More generally, the commission recommended that any new law should provide detailed guidance on how lethal medication should be used for an assisted death should be stored, transported and administered to prevent the risk of misuse and theft.
In addition, the death certificate would expressly record it as an assisted death and would be reported as such to a national monitoring commission with powers to review all cases and to investigate retrospectively whether individual cases complied with the law.
In an attempt to rebut accusations that such laws would put vulnerable people at risk, the commission said the legalisation of assisted suicide should take place alongside a review of health and social care services as a whole.
'New legislation would be only one (albeit very important) piece of the picture', the report, said, adding that the DPP should still make use of its powers in non-terminal cases, that specific codes of practice should be drawn up for care professionals, and that doctors involved in assisted dying cases should be given specific support and be supervised.
There was near unanimity within the commission that conditional lawfulness should be pursued, with only one member, Reverend Canon Dr James Woodward, against a review of the ban.

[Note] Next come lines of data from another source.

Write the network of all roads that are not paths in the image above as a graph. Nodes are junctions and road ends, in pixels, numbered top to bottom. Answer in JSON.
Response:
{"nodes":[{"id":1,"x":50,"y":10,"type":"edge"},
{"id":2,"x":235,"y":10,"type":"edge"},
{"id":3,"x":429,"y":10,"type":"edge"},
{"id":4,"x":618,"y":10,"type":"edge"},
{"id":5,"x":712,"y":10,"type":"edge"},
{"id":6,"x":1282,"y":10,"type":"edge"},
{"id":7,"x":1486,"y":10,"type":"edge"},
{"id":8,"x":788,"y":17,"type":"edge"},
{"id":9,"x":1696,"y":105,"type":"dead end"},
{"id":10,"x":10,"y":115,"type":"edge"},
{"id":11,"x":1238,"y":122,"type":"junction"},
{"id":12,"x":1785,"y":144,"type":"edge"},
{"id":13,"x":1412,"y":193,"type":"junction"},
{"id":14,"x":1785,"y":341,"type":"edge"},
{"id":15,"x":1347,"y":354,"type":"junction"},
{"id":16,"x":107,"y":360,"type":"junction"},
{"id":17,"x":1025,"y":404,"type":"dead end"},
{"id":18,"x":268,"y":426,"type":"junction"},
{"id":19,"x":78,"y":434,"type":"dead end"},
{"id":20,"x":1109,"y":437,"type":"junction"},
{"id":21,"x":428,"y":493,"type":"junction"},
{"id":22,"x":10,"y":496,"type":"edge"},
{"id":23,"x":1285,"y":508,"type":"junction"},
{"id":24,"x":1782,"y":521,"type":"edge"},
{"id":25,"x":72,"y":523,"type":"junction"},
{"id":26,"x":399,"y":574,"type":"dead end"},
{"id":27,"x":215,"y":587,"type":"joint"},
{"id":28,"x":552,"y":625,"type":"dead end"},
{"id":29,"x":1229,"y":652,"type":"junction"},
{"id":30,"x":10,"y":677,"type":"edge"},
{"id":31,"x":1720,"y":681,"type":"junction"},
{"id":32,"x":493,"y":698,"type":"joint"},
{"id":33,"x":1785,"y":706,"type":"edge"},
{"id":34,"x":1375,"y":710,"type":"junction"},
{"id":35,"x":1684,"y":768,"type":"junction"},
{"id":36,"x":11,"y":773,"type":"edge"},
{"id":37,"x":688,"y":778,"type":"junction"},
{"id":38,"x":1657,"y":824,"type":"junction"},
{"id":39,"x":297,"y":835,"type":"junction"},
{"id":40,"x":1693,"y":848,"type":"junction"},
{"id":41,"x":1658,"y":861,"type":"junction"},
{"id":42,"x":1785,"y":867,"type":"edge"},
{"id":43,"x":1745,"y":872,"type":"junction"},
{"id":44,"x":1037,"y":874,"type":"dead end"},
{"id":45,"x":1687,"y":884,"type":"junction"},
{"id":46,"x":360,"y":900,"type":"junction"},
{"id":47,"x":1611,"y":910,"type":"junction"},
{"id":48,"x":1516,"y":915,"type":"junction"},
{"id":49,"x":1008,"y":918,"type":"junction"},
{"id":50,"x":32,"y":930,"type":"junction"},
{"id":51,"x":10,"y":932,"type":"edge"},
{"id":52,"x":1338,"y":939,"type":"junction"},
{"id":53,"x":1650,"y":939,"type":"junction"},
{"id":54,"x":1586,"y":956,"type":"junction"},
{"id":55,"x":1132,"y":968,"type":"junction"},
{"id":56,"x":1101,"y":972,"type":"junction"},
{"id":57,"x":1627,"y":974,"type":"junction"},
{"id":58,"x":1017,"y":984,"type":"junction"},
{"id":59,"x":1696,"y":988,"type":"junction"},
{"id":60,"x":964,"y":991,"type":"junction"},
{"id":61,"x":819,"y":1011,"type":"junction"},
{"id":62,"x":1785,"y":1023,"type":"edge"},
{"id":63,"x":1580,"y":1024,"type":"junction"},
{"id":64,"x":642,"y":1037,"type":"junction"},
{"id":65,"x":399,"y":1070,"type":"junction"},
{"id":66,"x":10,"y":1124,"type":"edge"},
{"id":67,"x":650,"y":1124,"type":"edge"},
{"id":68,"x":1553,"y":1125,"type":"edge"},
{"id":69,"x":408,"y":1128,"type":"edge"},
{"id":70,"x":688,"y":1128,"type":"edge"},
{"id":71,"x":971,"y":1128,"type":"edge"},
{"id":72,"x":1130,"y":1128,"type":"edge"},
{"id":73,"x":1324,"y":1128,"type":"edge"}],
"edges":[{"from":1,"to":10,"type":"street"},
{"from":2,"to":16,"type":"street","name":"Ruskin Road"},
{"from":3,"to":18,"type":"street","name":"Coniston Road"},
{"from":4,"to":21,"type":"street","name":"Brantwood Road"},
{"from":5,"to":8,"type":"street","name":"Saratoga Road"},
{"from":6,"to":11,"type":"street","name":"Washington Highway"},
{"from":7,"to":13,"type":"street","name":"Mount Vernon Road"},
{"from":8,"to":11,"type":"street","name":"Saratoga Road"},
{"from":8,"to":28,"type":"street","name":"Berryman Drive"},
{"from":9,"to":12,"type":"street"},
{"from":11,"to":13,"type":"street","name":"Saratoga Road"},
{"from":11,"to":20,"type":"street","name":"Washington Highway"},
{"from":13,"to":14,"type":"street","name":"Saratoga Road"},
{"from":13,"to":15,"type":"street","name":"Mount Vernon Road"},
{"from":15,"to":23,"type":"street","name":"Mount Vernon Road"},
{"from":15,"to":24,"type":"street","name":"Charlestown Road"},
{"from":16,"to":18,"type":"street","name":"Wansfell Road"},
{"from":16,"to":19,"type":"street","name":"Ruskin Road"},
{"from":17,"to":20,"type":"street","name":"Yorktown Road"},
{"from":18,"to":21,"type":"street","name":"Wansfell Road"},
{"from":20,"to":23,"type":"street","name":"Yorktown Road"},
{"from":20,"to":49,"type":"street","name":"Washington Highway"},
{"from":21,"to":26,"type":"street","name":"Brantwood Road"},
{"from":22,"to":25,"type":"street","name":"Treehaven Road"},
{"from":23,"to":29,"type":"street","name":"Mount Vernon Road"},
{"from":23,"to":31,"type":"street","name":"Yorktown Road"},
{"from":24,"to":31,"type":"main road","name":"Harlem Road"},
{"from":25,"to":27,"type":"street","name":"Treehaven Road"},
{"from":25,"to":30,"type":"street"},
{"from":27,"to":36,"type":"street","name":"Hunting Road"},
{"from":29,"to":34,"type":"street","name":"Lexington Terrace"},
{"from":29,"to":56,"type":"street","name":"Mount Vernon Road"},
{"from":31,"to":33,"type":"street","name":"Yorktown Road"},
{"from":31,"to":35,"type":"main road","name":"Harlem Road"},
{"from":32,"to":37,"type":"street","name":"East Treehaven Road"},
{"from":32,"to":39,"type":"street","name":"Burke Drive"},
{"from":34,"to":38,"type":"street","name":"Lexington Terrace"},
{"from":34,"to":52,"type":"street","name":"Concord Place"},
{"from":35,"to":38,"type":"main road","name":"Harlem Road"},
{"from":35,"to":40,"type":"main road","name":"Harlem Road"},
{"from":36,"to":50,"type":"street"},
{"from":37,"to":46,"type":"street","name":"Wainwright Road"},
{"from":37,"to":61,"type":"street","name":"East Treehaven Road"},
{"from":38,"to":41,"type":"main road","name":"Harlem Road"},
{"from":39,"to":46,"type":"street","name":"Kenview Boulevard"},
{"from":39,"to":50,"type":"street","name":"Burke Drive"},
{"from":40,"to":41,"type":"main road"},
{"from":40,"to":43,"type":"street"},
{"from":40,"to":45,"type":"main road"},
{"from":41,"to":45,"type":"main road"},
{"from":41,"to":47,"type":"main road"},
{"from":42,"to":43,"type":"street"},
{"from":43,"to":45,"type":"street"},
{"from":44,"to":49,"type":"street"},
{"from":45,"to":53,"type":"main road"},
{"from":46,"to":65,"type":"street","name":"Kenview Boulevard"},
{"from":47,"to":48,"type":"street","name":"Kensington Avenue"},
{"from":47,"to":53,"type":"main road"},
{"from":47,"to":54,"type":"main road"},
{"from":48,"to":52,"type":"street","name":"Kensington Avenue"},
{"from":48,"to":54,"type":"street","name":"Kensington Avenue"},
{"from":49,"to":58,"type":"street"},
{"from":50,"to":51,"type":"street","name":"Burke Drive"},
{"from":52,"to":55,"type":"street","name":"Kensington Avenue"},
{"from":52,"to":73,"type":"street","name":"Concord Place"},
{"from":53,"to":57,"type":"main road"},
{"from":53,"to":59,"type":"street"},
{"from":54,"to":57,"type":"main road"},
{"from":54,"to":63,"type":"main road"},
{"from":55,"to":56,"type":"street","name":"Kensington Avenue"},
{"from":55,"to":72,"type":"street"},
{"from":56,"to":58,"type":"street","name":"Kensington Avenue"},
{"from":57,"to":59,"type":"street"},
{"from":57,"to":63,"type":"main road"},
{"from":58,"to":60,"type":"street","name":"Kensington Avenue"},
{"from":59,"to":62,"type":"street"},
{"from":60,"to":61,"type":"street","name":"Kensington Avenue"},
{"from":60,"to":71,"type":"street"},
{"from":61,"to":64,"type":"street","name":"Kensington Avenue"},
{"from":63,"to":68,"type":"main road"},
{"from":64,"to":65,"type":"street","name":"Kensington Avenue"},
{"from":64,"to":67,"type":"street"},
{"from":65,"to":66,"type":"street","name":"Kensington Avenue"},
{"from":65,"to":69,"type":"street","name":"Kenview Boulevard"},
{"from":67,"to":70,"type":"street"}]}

Until greater ethical, moral and social consensus had been generated on the issue, the time was not right to consider a change in the law, the reverend said.
Current law as laid out in the Suicide Act 1961 makes it illegal to help a person kill themselves.
In the most recent guidance on the Act, CPS head Keir Starmer said individuals would be unlikely to face prosecution if they helped out of compassion for the so-called victim and they didn't stand to benefit from their death.